* Material for this exercise:
■ ■ ■ ■ ■
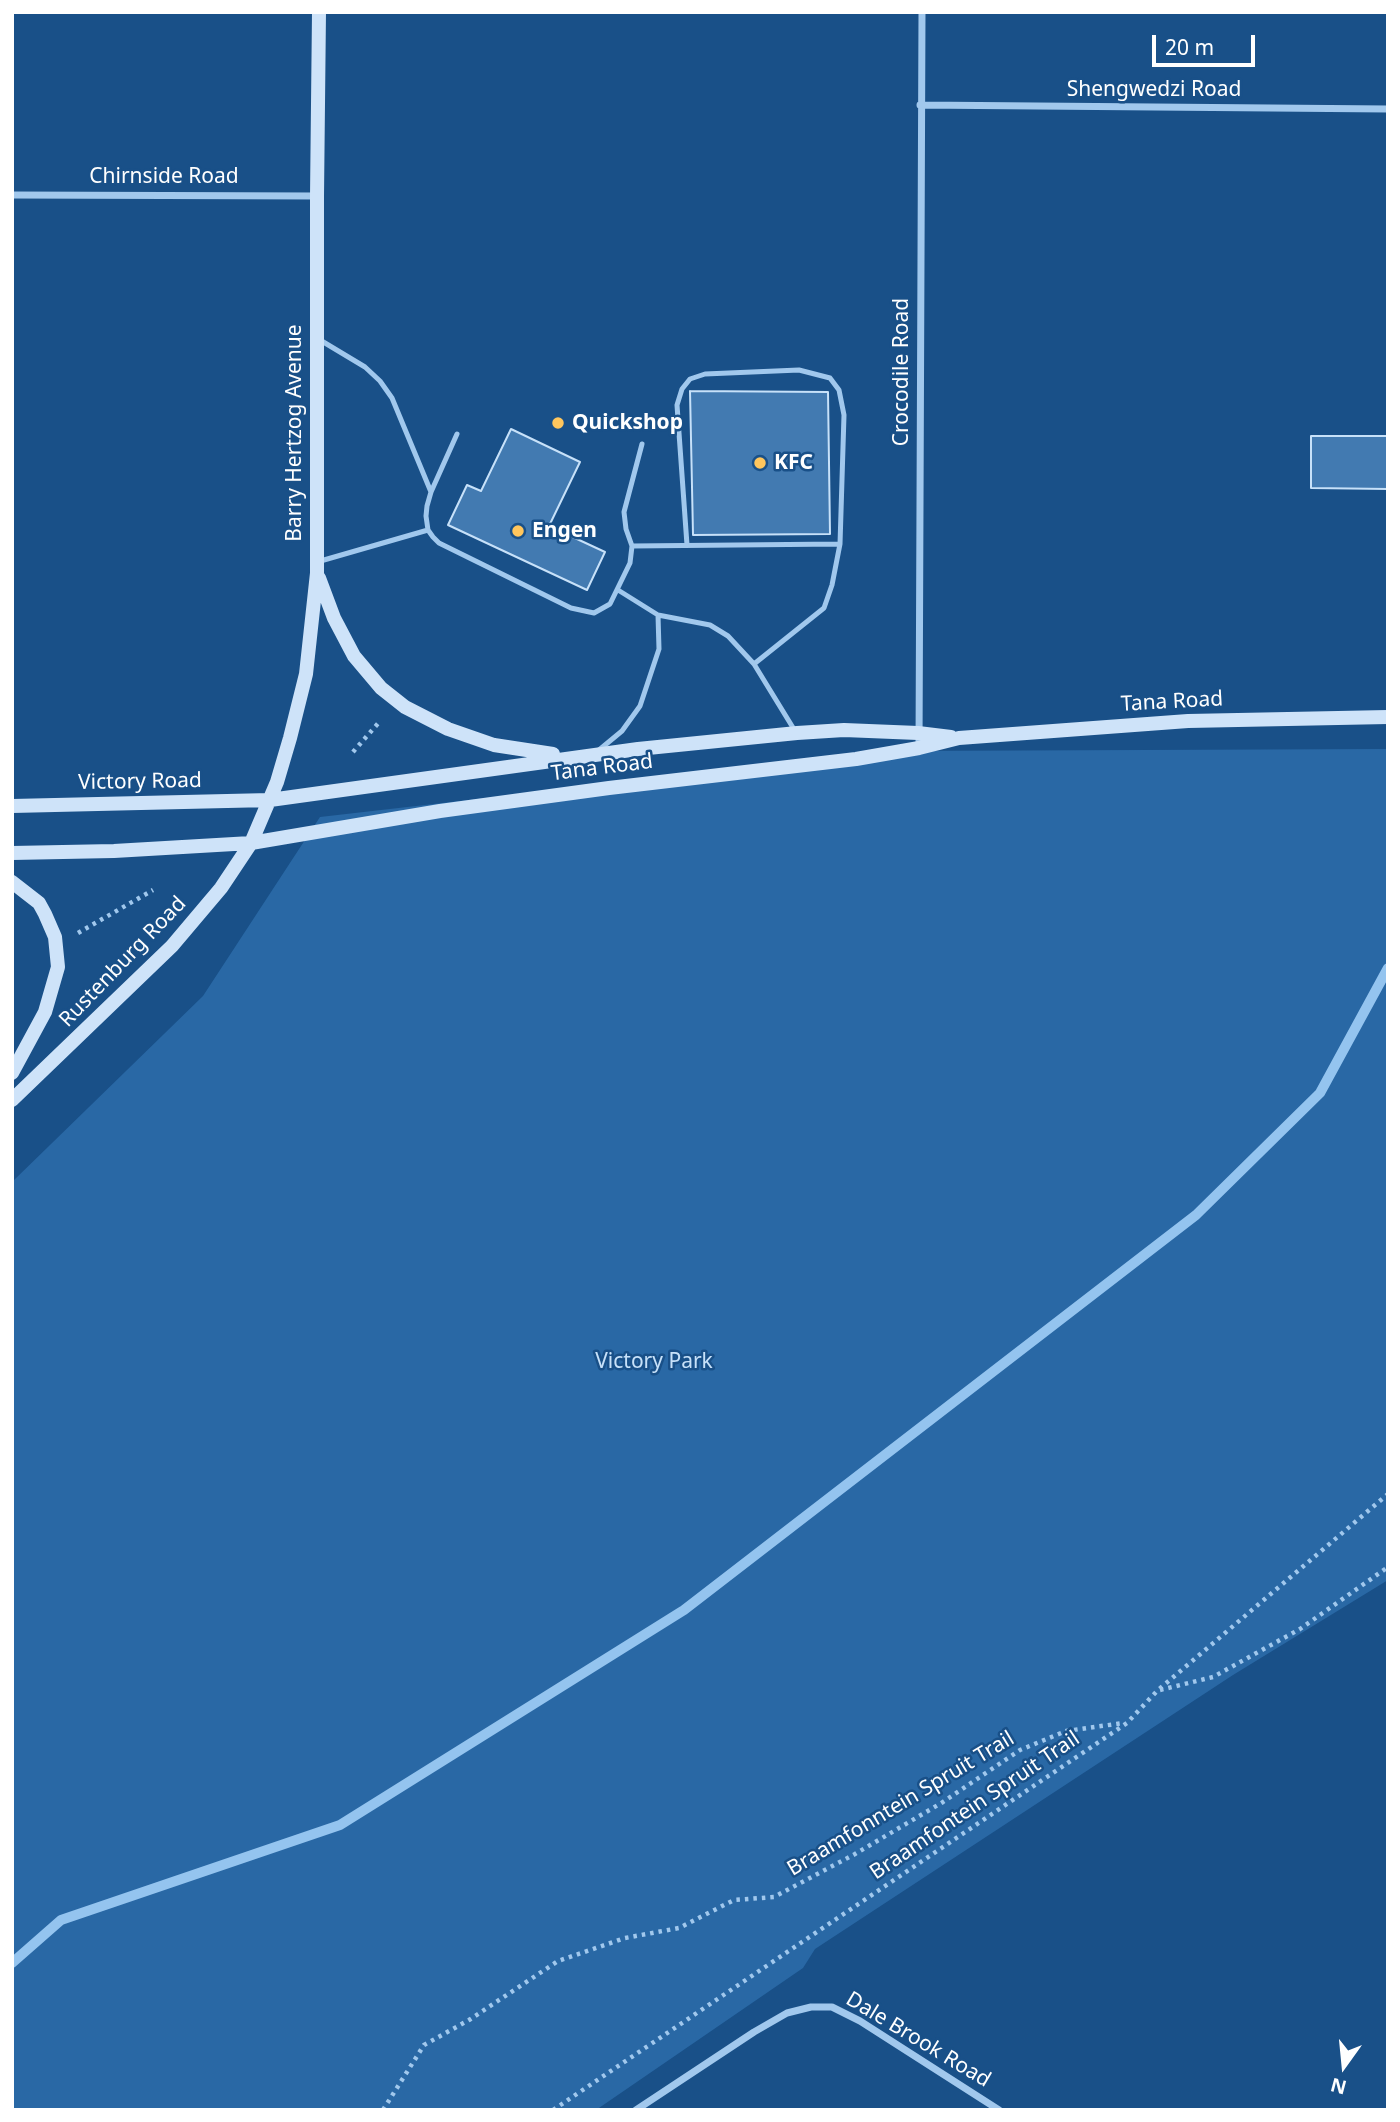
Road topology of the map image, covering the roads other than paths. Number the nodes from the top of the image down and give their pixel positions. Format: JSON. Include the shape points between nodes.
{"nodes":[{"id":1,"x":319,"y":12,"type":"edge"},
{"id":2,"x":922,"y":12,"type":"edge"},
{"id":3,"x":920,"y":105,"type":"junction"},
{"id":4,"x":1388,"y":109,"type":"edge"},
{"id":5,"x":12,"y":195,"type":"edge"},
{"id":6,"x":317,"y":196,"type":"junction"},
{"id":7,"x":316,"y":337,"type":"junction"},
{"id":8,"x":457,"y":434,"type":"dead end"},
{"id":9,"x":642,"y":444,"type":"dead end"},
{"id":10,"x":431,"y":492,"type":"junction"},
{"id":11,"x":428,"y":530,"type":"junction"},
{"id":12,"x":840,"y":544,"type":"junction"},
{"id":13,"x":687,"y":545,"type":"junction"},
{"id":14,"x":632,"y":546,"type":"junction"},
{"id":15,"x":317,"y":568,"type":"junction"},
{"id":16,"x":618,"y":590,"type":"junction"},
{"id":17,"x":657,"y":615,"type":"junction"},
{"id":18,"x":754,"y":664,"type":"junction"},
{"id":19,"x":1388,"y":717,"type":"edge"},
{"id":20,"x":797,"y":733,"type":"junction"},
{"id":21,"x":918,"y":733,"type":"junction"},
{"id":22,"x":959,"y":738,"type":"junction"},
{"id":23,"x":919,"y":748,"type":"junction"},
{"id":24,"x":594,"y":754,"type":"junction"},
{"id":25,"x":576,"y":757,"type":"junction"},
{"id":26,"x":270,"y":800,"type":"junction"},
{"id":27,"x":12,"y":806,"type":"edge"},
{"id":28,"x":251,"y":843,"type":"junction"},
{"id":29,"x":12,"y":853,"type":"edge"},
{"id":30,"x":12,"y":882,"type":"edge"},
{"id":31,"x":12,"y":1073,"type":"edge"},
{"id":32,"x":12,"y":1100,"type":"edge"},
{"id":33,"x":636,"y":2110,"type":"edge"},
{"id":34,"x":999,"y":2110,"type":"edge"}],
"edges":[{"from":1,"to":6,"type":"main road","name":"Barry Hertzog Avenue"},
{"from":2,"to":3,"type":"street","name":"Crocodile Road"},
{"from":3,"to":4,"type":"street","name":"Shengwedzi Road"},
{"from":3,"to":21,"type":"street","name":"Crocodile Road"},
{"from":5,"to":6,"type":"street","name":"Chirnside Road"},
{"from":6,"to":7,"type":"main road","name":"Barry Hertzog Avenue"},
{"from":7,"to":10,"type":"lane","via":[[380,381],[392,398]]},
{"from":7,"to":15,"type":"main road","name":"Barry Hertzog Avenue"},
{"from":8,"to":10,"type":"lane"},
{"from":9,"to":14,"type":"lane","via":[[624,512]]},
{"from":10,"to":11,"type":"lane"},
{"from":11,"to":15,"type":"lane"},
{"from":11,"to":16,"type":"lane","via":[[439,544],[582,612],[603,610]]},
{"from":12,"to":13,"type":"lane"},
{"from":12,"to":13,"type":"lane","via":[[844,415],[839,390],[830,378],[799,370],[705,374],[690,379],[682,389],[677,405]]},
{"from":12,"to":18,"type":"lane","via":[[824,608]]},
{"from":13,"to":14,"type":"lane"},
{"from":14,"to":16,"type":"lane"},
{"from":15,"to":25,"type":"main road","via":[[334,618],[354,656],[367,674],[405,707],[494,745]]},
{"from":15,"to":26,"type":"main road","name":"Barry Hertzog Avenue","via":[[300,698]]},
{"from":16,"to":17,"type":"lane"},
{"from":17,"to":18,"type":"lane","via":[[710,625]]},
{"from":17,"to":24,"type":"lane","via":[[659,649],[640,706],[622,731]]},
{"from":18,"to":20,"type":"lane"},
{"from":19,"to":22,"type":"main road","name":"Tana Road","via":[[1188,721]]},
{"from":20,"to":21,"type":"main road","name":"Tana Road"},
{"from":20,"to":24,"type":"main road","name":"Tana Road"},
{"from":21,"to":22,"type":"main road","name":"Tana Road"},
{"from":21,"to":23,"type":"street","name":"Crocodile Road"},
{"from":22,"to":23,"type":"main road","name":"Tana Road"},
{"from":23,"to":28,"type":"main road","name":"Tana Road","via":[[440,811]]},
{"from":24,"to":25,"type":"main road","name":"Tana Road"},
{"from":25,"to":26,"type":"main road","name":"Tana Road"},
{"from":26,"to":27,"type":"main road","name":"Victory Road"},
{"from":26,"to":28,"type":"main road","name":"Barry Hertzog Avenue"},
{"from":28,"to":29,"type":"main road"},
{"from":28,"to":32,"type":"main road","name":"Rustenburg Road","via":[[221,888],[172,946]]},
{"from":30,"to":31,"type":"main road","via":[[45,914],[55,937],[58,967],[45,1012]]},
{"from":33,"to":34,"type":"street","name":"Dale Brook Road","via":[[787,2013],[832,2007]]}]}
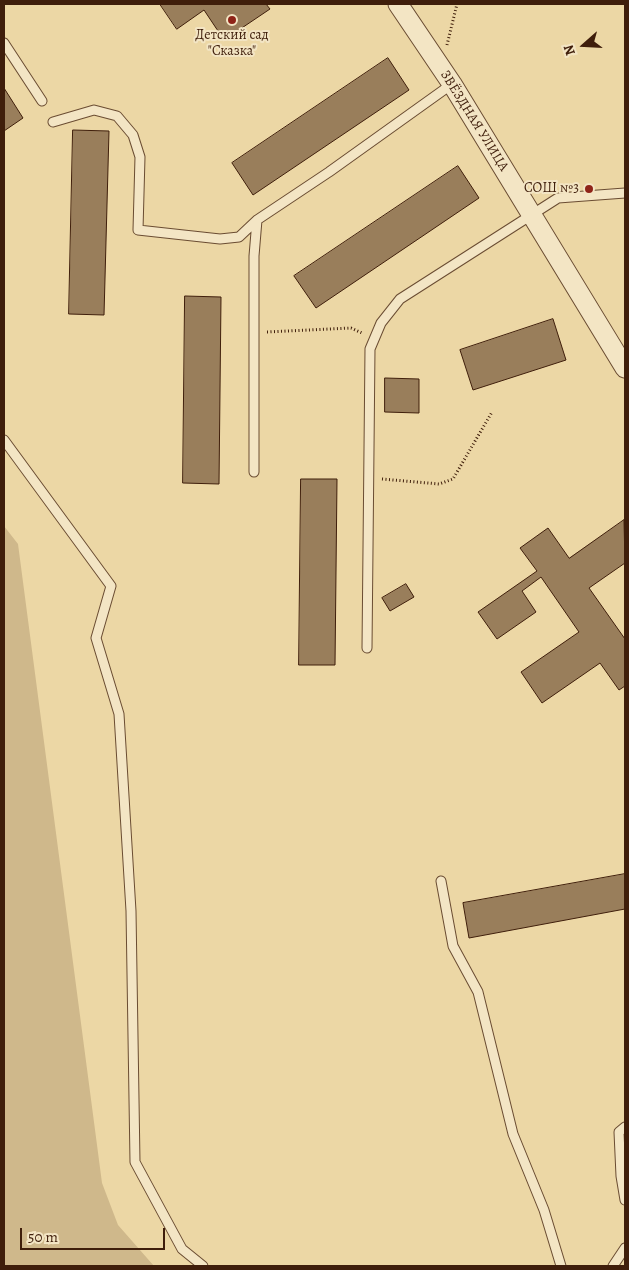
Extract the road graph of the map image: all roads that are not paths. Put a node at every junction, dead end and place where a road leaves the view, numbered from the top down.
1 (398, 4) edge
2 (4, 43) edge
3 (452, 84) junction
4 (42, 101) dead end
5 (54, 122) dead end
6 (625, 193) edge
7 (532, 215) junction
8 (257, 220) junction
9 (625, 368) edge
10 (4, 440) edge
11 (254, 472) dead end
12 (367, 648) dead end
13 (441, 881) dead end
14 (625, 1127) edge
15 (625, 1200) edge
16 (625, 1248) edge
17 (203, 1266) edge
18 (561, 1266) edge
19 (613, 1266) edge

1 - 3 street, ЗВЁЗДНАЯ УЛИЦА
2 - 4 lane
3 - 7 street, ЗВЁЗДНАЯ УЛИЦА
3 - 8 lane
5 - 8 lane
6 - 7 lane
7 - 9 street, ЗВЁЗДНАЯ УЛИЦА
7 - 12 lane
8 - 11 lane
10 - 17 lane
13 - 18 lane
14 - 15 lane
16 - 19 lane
■ ■ ■ ■ ■
The answer must be every line of the records that contains the word "УЛИЦА".

1 - 3 street, ЗВЁЗДНАЯ УЛИЦА
3 - 7 street, ЗВЁЗДНАЯ УЛИЦА
7 - 9 street, ЗВЁЗДНАЯ УЛИЦА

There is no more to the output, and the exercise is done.